Mosques in Northern Virginia have banded together to take advantage of their proximity to the nation’s lawmakers. “In the past, the results that the community thought were a win were having a representative showing up at your mosque or having a meeting with them,” said Colin Christopher, deputy director of government affairs at Dar Al-Hijrah in Fairfax County. “We hope to usher in a new style of policy engagement. It involves holding our officials publicly accountable. When they make promises and they don’t keep them, we will call them out.”

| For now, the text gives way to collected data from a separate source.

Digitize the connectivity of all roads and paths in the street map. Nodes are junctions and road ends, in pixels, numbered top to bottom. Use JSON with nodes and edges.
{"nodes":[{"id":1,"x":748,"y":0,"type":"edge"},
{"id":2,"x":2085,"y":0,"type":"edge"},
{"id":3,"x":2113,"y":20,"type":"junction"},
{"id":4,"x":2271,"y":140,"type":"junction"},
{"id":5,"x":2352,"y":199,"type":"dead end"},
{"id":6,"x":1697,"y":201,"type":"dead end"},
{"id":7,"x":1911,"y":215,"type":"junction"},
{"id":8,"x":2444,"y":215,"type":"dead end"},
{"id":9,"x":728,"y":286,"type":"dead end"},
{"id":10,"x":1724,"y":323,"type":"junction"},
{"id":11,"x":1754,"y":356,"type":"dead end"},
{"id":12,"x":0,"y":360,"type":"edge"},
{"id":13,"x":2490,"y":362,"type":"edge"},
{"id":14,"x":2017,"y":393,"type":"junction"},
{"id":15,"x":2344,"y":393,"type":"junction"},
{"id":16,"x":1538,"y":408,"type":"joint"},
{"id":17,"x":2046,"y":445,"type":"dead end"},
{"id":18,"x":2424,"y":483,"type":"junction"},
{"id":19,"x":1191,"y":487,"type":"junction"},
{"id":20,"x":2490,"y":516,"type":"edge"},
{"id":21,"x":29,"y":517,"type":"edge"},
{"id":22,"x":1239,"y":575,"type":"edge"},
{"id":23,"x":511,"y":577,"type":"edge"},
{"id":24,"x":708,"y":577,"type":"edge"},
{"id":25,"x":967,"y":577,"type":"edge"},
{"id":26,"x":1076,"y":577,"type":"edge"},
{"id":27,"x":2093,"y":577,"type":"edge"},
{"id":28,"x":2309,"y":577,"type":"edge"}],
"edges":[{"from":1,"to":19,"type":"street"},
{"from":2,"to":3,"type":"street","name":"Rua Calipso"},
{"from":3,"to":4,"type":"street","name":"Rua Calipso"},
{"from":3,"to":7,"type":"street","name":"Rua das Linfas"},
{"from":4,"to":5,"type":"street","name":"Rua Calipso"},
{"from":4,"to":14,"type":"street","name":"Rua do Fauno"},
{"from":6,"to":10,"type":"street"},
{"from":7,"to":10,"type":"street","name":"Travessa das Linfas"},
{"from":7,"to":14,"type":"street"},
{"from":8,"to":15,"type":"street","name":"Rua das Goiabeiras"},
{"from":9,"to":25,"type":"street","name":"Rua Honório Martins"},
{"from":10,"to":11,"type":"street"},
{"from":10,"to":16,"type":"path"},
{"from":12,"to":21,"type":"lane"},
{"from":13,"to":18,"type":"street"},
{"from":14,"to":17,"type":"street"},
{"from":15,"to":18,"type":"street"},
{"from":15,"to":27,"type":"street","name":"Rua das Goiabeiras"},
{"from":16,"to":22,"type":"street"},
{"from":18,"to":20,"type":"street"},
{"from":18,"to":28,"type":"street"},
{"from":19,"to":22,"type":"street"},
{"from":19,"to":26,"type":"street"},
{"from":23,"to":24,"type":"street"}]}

As pop-culture-savvy Muslims raised in the West have reached adulthood, they have beefed up their social presence as well. Aziz Ansari and Aasif Mandvi, formerly of “The Daily Show,” have satirized anti-Muslim bigotry for an audience of millions. Columnists such as Wajahat Ali for the New York Times and Haroon Moghul for CNN offer commentary whenever Islam makes headlines.

The increased visibility has paid off, as many Americans have come to know and embrace their Muslim neighbors. In contrast to the 2002 registry, implemented with hardly a peep, Trump’s executive order on visas and refugees sparked a massive backlash. On Feb. 3, a federal judge in Seattle issued a temporary restraining order blocking the travel ban nationwide. The Department of Homeland Security has reverted to pre-ban immigration policies for now.

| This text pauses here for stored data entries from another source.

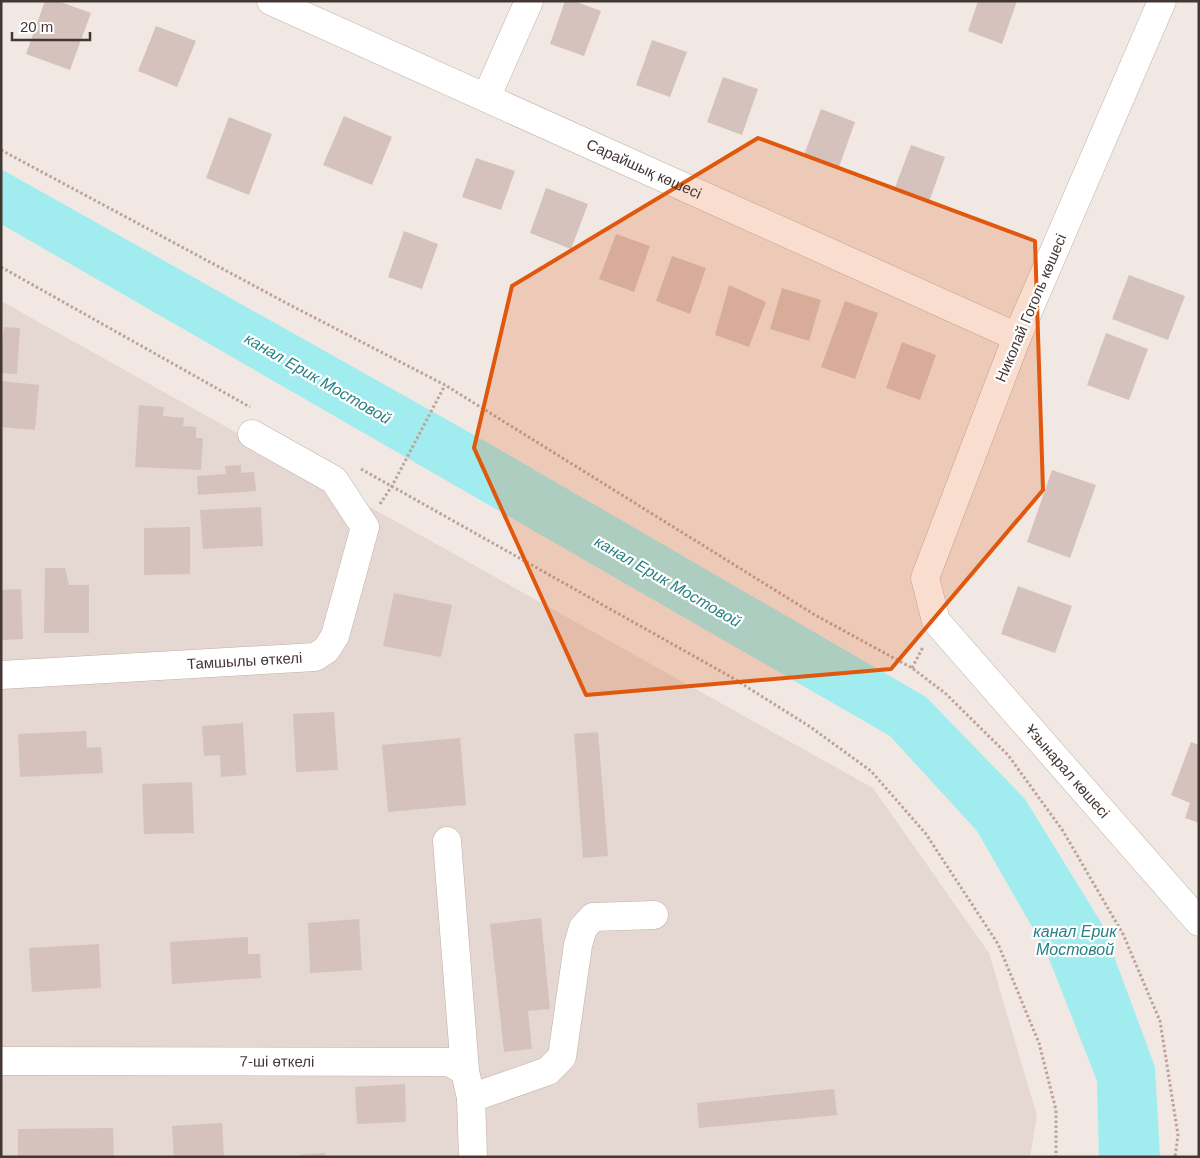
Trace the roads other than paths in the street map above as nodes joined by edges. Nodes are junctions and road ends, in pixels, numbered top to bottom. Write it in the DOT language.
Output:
graph roads {
  1 [pos="271,1"];
  2 [pos="529,1"];
  3 [pos="1162,1"];
  4 [pos="486,98"];
  5 [pos="1017,337"];
  6 [pos="253,421"];
  7 [pos="936,621"];
  8 [pos="1,675"];
  9 [pos="447,841"];
  10 [pos="654,914"];
  11 [pos="1199,922"];
  12 [pos="1,1062"];
  13 [pos="465,1071"];
  14 [pos="472,1098"];
  15 [pos="473,1157"];
  1 -- 4 [label="street, Сарайшық көшесі"];
  2 -- 4 [label="street"];
  3 -- 5 [label="street, Николай Гоголь көшесі"];
  4 -- 5 [label="street, Сарайшық көшесі"];
  5 -- 7 [label="street, Николай Гоголь көшесі"];
  6 -- 8 [label="street, Тамшылы өткелі"];
  7 -- 11 [label="street, Ұзынарал көшесі"];
  9 -- 13 [label="street"];
  10 -- 14 [label="street"];
  12 -- 13 [label="street, 7-шi өткелi"];
  13 -- 14 [label="street"];
  14 -- 15 [label="street"];
}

But there’s another threat on the horizon. Lawmakers have introduced a measure that calls for the Muslim Brotherhood, a loosely organized multinational Islamist party, to be designated as a terrorist organization. Such a designation could be used to launch investigations into a swath of influential Muslim organizations, charities and individuals that, even if later found to be without merit, could cripple Islamic civil society in the United States.

As one speaker at CAIR’s annual banquet in December remarked, “A nightmare that we have been fighting in this country for the past 15 years is now in the White House.” Muslims may have to harness every bit of influence at their command to protect themselves from what may be an unprecedented challenge.